Seating myself early in the auditorium I was able to truly appreciate the excitement and expectation that surrounded the Mikhailovsky Ballet’s production of Don Quixote. The audience was a wide mixture of ages and all were very excited about what they were about to see. This was clearly shown through the spontaneous clapping and cheering when the two principle dancers, Natalia Osipova as Kitri and Ivan Vasiliev as Basilio, arrived on stage. These two highly regarded dancers lived up to the expectations placed on them in grand style and produced stunning and technically beautiful performances. Not only could the pair individually amaze but the trust they had between each other created breathtaking and exciting lifts and jumps. The chemistry between the pair was evident and the mixture of love, desire and playfulness created two entertaining and highly watchable characters.
The supporting performers, who included spirited and emotive performances by Evgeny Deryabin, Valeria Zapasnikova, Sabina Yapparova and Anna Kuligina, were all of a high caliber and each individual on stage was totally immersed in their own performance. The company easily filled the cavernous Coliseum stage with colour and consistent movement, there was never a dull moment and for most of the time the audience did not know where to look next. Special mention should go to Marat Shemiunov who made Don Quixote such a loveable and dreamy old man and to Alexey Kuznetsov who created such humor through his portrayal of the servant Sancho Panza.

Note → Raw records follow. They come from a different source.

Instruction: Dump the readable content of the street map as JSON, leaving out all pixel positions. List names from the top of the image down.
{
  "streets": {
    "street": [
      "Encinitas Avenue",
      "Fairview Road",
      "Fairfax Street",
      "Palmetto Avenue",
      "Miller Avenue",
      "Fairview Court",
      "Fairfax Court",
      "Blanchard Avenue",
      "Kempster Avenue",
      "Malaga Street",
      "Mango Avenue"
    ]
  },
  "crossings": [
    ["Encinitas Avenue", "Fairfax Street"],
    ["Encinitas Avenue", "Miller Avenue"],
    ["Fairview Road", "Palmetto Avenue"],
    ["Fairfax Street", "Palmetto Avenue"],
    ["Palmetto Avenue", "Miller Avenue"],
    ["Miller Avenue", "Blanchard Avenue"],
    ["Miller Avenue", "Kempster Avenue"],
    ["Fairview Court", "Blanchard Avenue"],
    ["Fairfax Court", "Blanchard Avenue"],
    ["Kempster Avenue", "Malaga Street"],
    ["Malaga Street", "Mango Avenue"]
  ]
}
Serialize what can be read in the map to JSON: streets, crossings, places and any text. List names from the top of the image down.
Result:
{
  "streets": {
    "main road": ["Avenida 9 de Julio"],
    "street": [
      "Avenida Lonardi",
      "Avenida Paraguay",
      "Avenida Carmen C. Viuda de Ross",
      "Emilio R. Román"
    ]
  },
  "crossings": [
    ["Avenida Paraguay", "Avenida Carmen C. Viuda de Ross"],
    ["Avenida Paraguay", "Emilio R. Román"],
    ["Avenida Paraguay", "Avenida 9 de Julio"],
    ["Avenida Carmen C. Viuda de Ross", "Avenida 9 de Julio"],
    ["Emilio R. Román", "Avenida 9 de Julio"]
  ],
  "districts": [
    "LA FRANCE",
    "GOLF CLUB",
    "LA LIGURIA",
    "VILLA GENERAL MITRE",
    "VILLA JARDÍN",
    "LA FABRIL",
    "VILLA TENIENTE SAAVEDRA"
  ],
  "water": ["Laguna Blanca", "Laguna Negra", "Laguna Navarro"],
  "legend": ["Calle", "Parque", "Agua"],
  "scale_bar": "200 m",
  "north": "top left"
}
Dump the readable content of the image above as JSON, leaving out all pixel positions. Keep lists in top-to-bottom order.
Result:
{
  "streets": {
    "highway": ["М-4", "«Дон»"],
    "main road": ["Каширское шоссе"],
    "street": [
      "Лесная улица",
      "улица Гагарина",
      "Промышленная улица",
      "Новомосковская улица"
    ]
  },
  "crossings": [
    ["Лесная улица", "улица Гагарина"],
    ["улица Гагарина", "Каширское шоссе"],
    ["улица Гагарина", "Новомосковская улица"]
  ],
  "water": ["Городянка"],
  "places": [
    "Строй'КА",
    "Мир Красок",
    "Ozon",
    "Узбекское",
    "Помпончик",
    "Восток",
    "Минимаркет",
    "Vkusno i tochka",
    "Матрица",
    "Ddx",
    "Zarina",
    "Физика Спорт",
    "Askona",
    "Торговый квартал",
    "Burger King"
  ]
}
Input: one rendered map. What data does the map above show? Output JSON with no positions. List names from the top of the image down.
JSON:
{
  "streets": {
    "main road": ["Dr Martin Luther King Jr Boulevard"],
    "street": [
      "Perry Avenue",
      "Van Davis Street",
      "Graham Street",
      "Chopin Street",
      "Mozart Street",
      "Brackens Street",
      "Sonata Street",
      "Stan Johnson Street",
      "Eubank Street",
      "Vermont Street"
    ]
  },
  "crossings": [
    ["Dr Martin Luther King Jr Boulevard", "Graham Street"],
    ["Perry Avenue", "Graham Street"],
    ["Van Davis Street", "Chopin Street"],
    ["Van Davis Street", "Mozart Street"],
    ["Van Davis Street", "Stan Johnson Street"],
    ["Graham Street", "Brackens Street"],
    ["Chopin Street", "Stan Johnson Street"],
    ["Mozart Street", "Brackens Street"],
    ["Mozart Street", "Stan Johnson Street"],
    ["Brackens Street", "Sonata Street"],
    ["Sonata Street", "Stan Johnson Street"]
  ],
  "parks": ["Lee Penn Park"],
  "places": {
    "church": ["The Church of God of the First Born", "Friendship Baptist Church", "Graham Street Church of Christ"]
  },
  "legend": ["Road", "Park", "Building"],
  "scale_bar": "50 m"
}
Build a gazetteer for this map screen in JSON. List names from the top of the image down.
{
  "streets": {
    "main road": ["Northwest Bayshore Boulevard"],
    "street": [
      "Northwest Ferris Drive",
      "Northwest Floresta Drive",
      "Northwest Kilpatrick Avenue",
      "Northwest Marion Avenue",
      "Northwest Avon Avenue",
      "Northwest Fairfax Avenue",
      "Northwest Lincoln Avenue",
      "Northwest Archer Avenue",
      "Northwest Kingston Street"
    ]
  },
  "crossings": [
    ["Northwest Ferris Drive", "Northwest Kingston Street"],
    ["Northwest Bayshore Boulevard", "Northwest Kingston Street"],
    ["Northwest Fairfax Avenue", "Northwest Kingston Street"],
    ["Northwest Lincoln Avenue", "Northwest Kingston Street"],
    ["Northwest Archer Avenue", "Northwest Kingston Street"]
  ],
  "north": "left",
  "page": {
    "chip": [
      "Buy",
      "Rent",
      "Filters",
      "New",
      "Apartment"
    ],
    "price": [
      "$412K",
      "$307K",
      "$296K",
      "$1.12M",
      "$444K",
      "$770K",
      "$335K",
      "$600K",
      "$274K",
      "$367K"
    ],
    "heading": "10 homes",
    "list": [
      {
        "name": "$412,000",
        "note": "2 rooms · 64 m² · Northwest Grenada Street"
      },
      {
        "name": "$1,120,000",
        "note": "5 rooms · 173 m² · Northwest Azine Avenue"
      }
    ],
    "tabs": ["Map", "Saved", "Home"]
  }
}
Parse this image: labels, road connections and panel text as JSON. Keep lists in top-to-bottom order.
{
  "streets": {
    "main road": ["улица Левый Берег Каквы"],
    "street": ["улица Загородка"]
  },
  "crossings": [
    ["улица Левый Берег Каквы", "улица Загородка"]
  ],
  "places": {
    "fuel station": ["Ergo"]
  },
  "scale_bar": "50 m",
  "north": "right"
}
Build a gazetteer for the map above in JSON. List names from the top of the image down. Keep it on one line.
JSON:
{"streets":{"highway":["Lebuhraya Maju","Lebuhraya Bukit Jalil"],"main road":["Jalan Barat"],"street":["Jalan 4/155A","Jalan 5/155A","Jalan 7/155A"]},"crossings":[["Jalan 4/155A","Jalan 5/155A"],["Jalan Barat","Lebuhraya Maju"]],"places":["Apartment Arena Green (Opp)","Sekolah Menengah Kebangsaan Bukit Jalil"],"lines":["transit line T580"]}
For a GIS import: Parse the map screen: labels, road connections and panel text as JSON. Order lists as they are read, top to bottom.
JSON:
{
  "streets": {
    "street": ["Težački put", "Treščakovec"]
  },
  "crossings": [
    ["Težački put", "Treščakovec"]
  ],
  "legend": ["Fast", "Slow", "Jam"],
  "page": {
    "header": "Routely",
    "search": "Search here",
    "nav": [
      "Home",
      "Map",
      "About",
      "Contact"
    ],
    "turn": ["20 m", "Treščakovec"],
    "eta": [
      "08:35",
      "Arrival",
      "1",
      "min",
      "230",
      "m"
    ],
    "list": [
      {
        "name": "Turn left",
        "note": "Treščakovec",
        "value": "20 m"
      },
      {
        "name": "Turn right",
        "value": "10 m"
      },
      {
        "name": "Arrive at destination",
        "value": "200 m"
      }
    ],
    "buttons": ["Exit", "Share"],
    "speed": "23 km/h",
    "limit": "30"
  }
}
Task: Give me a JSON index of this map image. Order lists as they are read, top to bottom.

The sets were effective and clearly set the scene while also leaving the majority of the stage clear for the dancing, the use of a puppet on the windmill was amusing and worked well as did the detailed and beautiful costumes that all involved wore. The two intervals slowed the pace somewhat but I think that was mainly because the audience did not want intervals they just wanted the ballet to keep going!
This was a beautiful and highly accomplished production that was enjoyed by all, no matter what your experience and knowledge of ballet was. The story is clear and easy to follow, the characters are fun and vibrant and the dancing is of the highest quality. An enjoyable night was had by all and Ludwig Minkus’ playful and joyous score stays in your mind all the way home.